Das ist offenkundig ein Spalterformat. Wenn ein chinesischer Diplomat ganz besonders keck ist, dann sagt er auch schon mal, man müsse doch den Ungarn helfen, ihre Souveränität gegenüber Brüssel zu verteidigen. Und bei einer Diskussionsrunde in Brüssel beantwortete ein chinesischer Professor von der Beida meine Kritik an 16+1 mit der wütenden Replik, diese Kritik zeige doch nur die deutsche Herrschsucht in der EU. Allerdings muss man auch sehen, dass wir leider, gerade auch wir Deutschen, China zu solchem Spaltungsversuch geradezu eingeladen haben, weil wir eben keine gemeinsame europäische Chinapolitik betrieben haben, von der auch unsere Nachbarn profitieren würden, sondern damit zufrieden waren, wenn nur für unsere Unternehmen der Weizen blüht. Dann kommt China, wedelt mit 10 Milliarden Investitionsversprechen und mit der Gelegenheit, dass auch die Chefs kleinerer Mitgliedsländer einen chinesischen Staats- oder Parteiführer treffen können. Letzthin allerdings ist bei manchen 16+1 Ländern wie Polen viel Frust entstanden, weil China auch in dem Rahmen nicht tatsächlich liefert. Ich ärgere seit längerer Zeit manchen chinesischen Gesprächspartner mit der Forderung nach einer chinesischen Ein-Europa-Politik. Durchsetzen können wir diese Forderung aber nur, wenn wir selbst gemeinsam als Europäer handeln.

Sollten sich EU-Mitgliedsstaaten weiterhin an von China dominierten Institutionen wie der AIIB (Asian Infrastructure Investment Bank) beteiligen oder sich zurückziehen?
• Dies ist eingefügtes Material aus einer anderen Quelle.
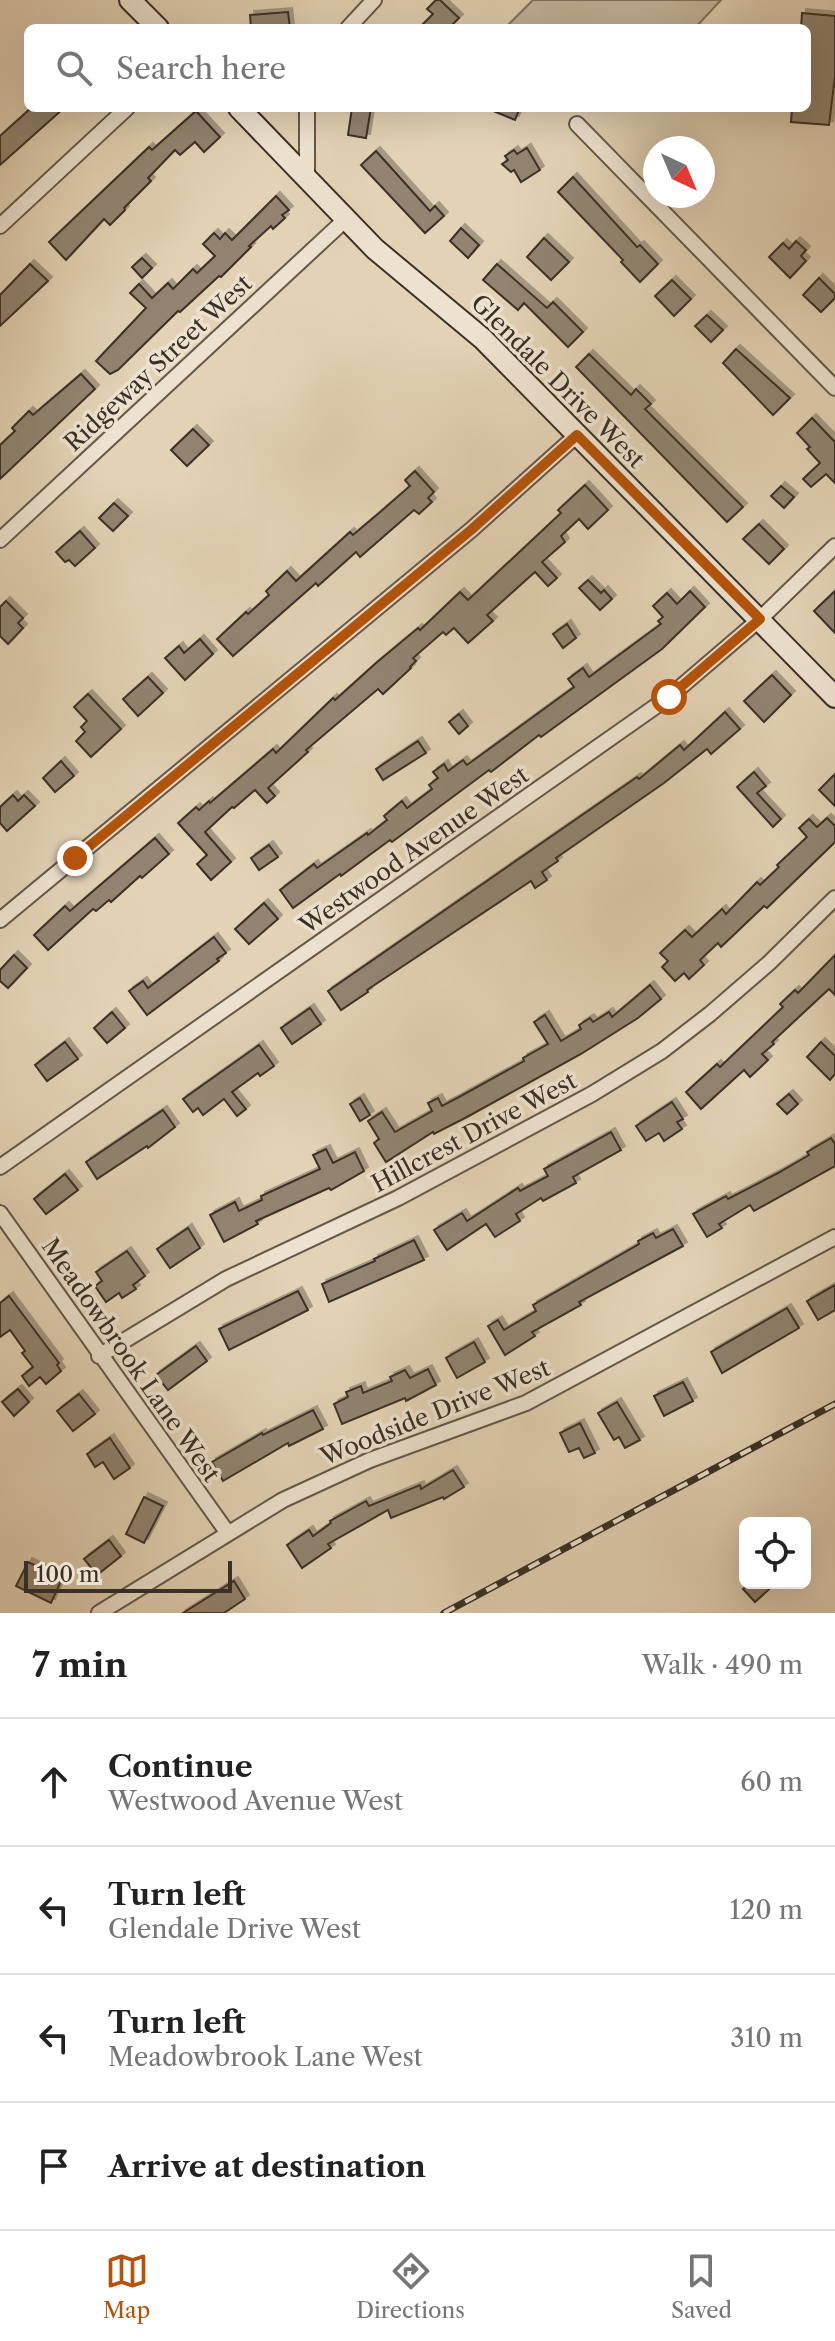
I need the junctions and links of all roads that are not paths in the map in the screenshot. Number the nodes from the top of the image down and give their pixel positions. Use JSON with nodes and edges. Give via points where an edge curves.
{"nodes":[{"id":1,"x":130,"y":0,"type":"edge"},
{"id":2,"x":374,"y":0,"type":"edge"},
{"id":3,"x":154,"y":24,"type":"edge"},
{"id":4,"x":352,"y":24,"type":"edge"},
{"id":5,"x":123,"y":112,"type":"edge"},
{"id":6,"x":243,"y":112,"type":"edge"},
{"id":7,"x":307,"y":112,"type":"edge"},
{"id":8,"x":577,"y":124,"type":"dead end"},
{"id":9,"x":307,"y":177,"type":"junction"},
{"id":10,"x":346,"y":219,"type":"junction"},
{"id":11,"x":0,"y":226,"type":"edge"},
{"id":12,"x":835,"y":388,"type":"edge"},
{"id":13,"x":577,"y":435,"type":"junction"},
{"id":14,"x":0,"y":540,"type":"edge"},
{"id":15,"x":835,"y":546,"type":"edge"},
{"id":16,"x":760,"y":619,"type":"junction"},
{"id":17,"x":835,"y":697,"type":"edge"},
{"id":18,"x":835,"y":898,"type":"edge"},
{"id":19,"x":0,"y":920,"type":"edge"},
{"id":20,"x":0,"y":1167,"type":"edge"},
{"id":21,"x":0,"y":1213,"type":"edge"},
{"id":22,"x":835,"y":1237,"type":"edge"},
{"id":23,"x":99,"y":1356,"type":"junction"},
{"id":24,"x":227,"y":1532,"type":"junction"},
{"id":25,"x":99,"y":1613,"type":"edge"}],
"edges":[{"from":1,"to":3,"type":"street"},
{"from":2,"to":4,"type":"street"},
{"from":5,"to":11,"type":"street"},
{"from":6,"to":9,"type":"street","name":"Glendale Drive West"},
{"from":7,"to":9,"type":"street"},
{"from":8,"to":12,"type":"street"},
{"from":9,"to":10,"type":"street","name":"Glendale Drive West"},
{"from":10,"to":13,"type":"street","name":"Glendale Drive West","via":[[475,332]]},
{"from":10,"to":14,"type":"street","name":"Ridgeway Street West"},
{"from":13,"to":16,"type":"street","name":"Glendale Drive West"},
{"from":13,"to":19,"type":"street","via":[[471,530]]},
{"from":15,"to":16,"type":"street","name":"Westwood Avenue West"},
{"from":16,"to":17,"type":"street","name":"Glendale Drive West"},
{"from":16,"to":20,"type":"street","name":"Westwood Avenue West","via":[[669,697]]},
{"from":18,"to":23,"type":"street","name":"Hillcrest Drive West","via":[[769,963],[662,1051],[398,1198],[226,1279]]},
{"from":21,"to":23,"type":"street","name":"Meadowbrook Lane West"},
{"from":22,"to":24,"type":"street","name":"Woodside Drive West","via":[[526,1403],[370,1460]]},
{"from":23,"to":24,"type":"street","name":"Meadowbrook Lane West"},
{"from":24,"to":25,"type":"street","name":"Woodside Drive West"}]}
Zahlreiche EU-Mitgliedsstaaten beteiligen sich bereits. Sie haben zusammen ein Stimmgewicht von etwa 22% und damit für sich alleine keine Veto-Möglichkeit, die China allerdings mit seinem Stimmenanteil hat. Ich halte diese Beteiligung für richtig, aber man muss sie dann auch richtig machen. Nachdem die AIIB bei ihrer Gründung als multilaterale Finanzinstitution verkauft worden war, wird sie jetzt durch ihren chinesischen Präsidenten Stück für Stück „sinisiert“. Sie hat geringere Transparenzstandards und weniger verlässliche Standards zum Schutz von Umwelt sowie Arbeitnehmern als andere multilaterale Entwicklungsbanken. Sie redet von Accountability, macht die aber zu einem solchen bürokratischen Hürdenlauf, dass sie nicht funktioniert. Und der Präsident der AIIB redet inzwischen offen darüber, diese Bank sei ein Instrument der chinesischen OBOR-Politik. Die Bank hat drei europäische Vize-Präsidenten, die aber dort nicht ihre Länder vertreten und auch nicht die EU, sondern nur ihre eigenen Karriereinteressen. Zwischen den beteiligten europäischen Ländern findet bisher keinerlei Koordinierung statt. Die EU selbst, die gerne auch beigetreten wäre, wurde daran von Mitgliedsländern gehindert. Alle diese Fragen kann man wunderbar im Detail studieren in der neuen, von der Heinrich-Böll-Stiftung publizierten Studie zur AIIB von Korinna Horta. Öffentlichkeit und Politik müssen der AIIB wieder mehr Aufmerksamkeit schenken, sonst wird sie irgendwann tatsächlich nur ein chinesisches Machtinstrument in multilateraler Verkleidung sein.